Tout y poussait Amalaire, et le goût des fidèles pour un symbolisme naïf, et les inspirations de son imagination ardente, et la curiosité de pénétrer à fond le sens mystérieux des cérémonies, sans le frein d’une raison critique qui sût confesser ses ignorances. Cf. la fin de la préface, col. 992 D. Ainsi, sans tenir compte de l’origine des diverses prières liturgiques, vit-il dans la messe une image de toute la vie de Jésus-Christ depuis sa naissance jusqu'à son ascension.
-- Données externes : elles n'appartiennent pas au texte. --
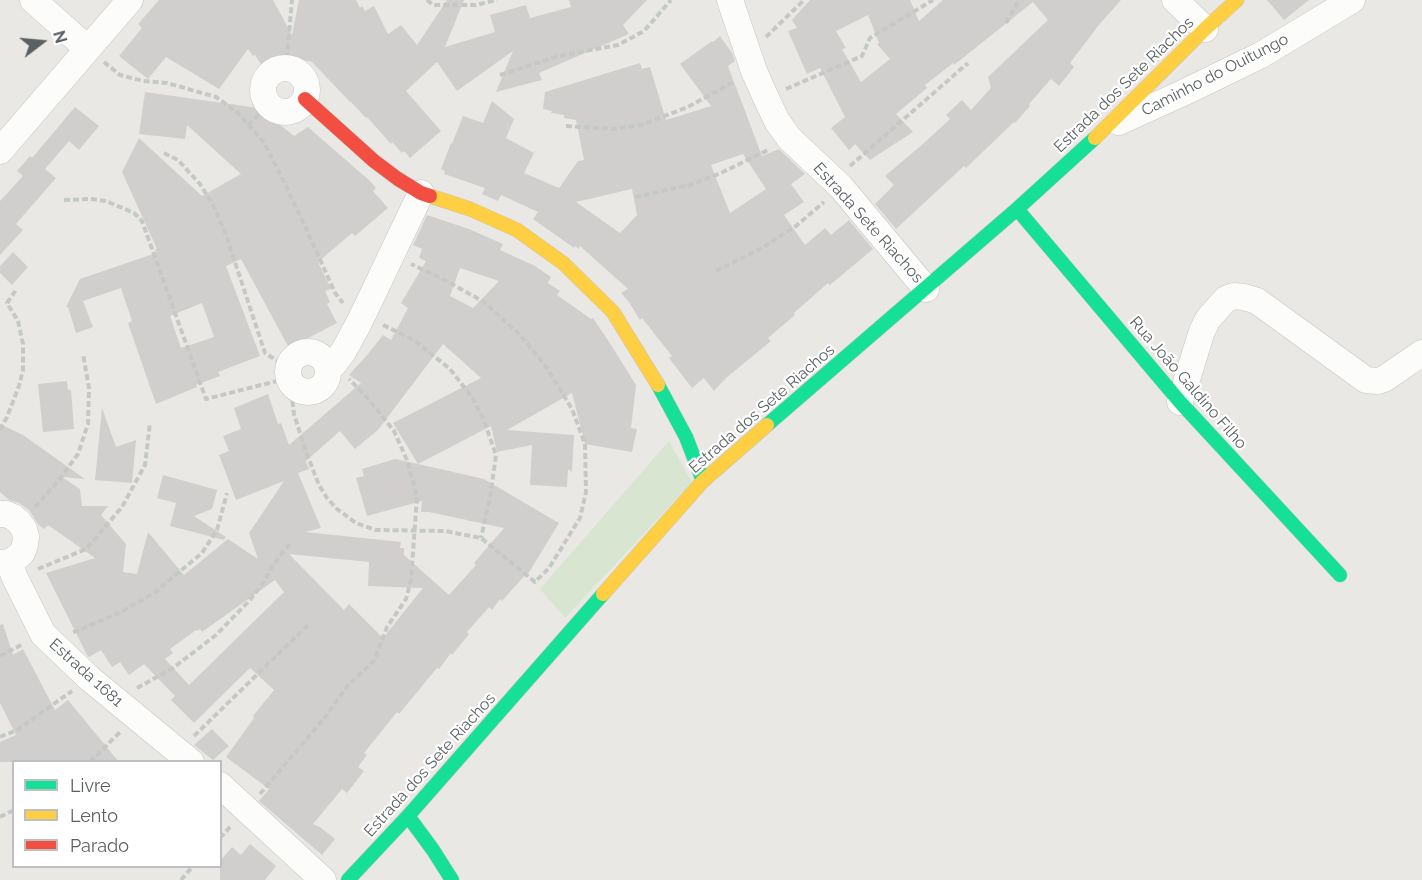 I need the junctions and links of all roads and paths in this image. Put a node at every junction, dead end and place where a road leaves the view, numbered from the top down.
1 (33, 0) edge
2 (130, 0) edge
3 (292, 0) edge
4 (427, 0) edge
5 (497, 0) edge
6 (671, 0) edge
7 (730, 0) edge
8 (804, 0) edge
9 (933, 0) edge
10 (1019, 0) edge
11 (1175, 0) edge
12 (1237, 0) edge
13 (1352, 0) edge
14 (1006, 23) dead end
15 (1205, 29) junction
16 (87, 49) junction
17 (752, 62) junction
18 (968, 63) dead end
19 (286, 67) junction
20 (500, 75) dead end
21 (766, 98) junction
22 (305, 99) junction
23 (269, 105) junction
24 (248, 125) junction
25 (566, 126) dead end
26 (1106, 128) junction
27 (789, 138) junction
28 (0, 151) edge
29 (164, 153) dead end
30 (837, 184) junction
31 (421, 193) junction
32 (635, 197) dead end
33 (63, 200) dead end
34 (1017, 209) junction
35 (391, 255) junction
36 (716, 271) dead end
37 (926, 289) junction
38 (16, 290) dead end
39 (363, 316) junction
40 (1422, 353) edge
41 (83, 354) dead end
42 (330, 365) junction
43 (289, 377) junction
44 (1180, 402) junction
45 (150, 423) dead end
46 (0, 430) edge
47 (703, 481) junction
48 (227, 493) dead end
49 (10, 518) edge
50 (415, 530) junction
51 (481, 538) junction
52 (290, 543) dead end
53 (8, 568) edge
54 (1340, 575) dead end
55 (308, 625) dead end
56 (43, 634) junction
57 (89, 678) junction
58 (116, 701) junction
59 (135, 717) junction
60 (0, 736) edge
61 (184, 757) edge
62 (92, 760) edge
63 (222, 788) edge
64 (247, 810) junction
65 (408, 816) junction
66 (192, 868) edge
67 (181, 880) edge
68 (323, 880) edge
69 (348, 880) edge
70 (452, 880) edge

1 - 16 street
2 - 16 street
3 - 19 path
4 - 5 path
6 - 20 path
7 - 17 street, Estrada Sete Riachos
8 - 17 path
9 - 21 path
10 - 14 path
11 - 15 street
12 - 15 street, Estrada dos Sete Riachos
13 - 26 street, Caminho do Ouitungo
15 - 26 street, Estrada dos Sete Riachos
16 - 24 path
16 - 28 street
17 - 21 street, Estrada Sete Riachos
17 - 25 path
18 - 30 path
19 - 22 street
19 - 23 street
21 - 27 street, Estrada Sete Riachos
22 - 23 street
22 - 31 street
23 - 24 path
24 - 39 path
26 - 34 street, Estrada dos Sete Riachos
27 - 30 street, Estrada Sete Riachos
27 - 32 path
29 - 43 path
30 - 36 path
30 - 37 street, Estrada Sete Riachos
31 - 35 street
31 - 47 street
33 - 43 path
34 - 37 street, Estrada dos Sete Riachos
34 - 44 street, Rua João Galdino Filho
35 - 39 street
35 - 51 path
37 - 47 street, Estrada dos Sete Riachos
38 - 46 path
39 - 42 street
39 - 51 path
40 - 44 street
41 - 49 path
42 - 43 street
42 - 50 path
43 - 50 path
44 - 54 street, Rua João Galdino Filho
45 - 53 path
47 - 65 street, Estrada dos Sete Riachos
48 - 56 path
49 - 53 street
50 - 51 path
50 - 64 path
52 - 58 path
53 - 56 street, Estrada 1681
55 - 61 path
56 - 57 street, Estrada 1681
57 - 58 street, Estrada 1681
57 - 60 path
58 - 59 street, Estrada 1681
59 - 61 street, Estrada 1681
59 - 62 path
63 - 64 street
64 - 68 street
65 - 69 street, Estrada dos Sete Riachos
65 - 70 street
66 - 67 path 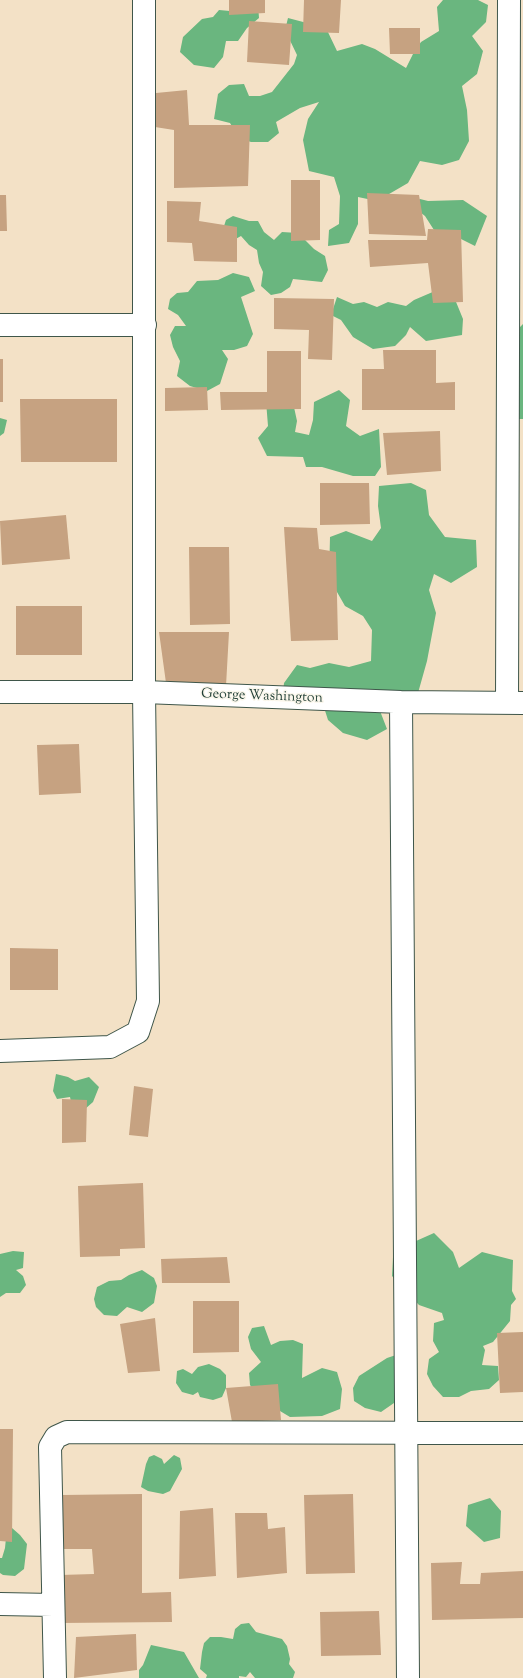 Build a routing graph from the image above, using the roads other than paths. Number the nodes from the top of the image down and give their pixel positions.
1 (144, 0) edge
2 (509, 0) edge
3 (0, 325) edge
4 (145, 325) junction
5 (0, 692) edge
6 (144, 692) junction
7 (401, 702) junction
8 (515, 703) edge
9 (0, 1051) edge
10 (523, 1433) edge
11 (406, 1434) junction
12 (0, 1604) edge
13 (53, 1605) junction
14 (55, 1678) edge
15 (408, 1678) edge

1 - 4 street
2 - 8 street
3 - 4 street
4 - 6 street
5 - 6 street, George Washington
6 - 7 street, George Washington
6 - 9 street
7 - 8 street, George Washington
7 - 11 street
10 - 11 street
11 - 13 street
11 - 15 street
12 - 13 street
13 - 14 street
L’entrée de l'évêque dans l'Église lui rappelle la venue du Christ sur cette terre, III, v, col. 1108. L’introït et le Kyrie lui font penser même à la préparation de la venue du Messie par les prophètes. Il rattache au Gloria in excelsis la naissance du Sauveur, à l'épître la prédication de saint Jean-Baptiste, à l'évangile la prédication du Sauveur lui-même, col. 1113.

Avec l’offertoire commence l’interprétation d’une autre période de la vie du Christ : la passion et les événements qui la préparent. Le Dominus vobiscum par lequel s’ouvre cette partie rappelle l’entrée triomphale de Jésus à Jérusalem, col. 1128 ; la déposition des oblats, la visite au temple où le Sauveur se présente à son Père pour son immolation future, col. 1128, la préface, l’hymne d’action de grâces après la cène avant la passion, col. 1133. Les trois premières oraisons du canon rappellent les trois prières du Christ au Jardin des oliviers.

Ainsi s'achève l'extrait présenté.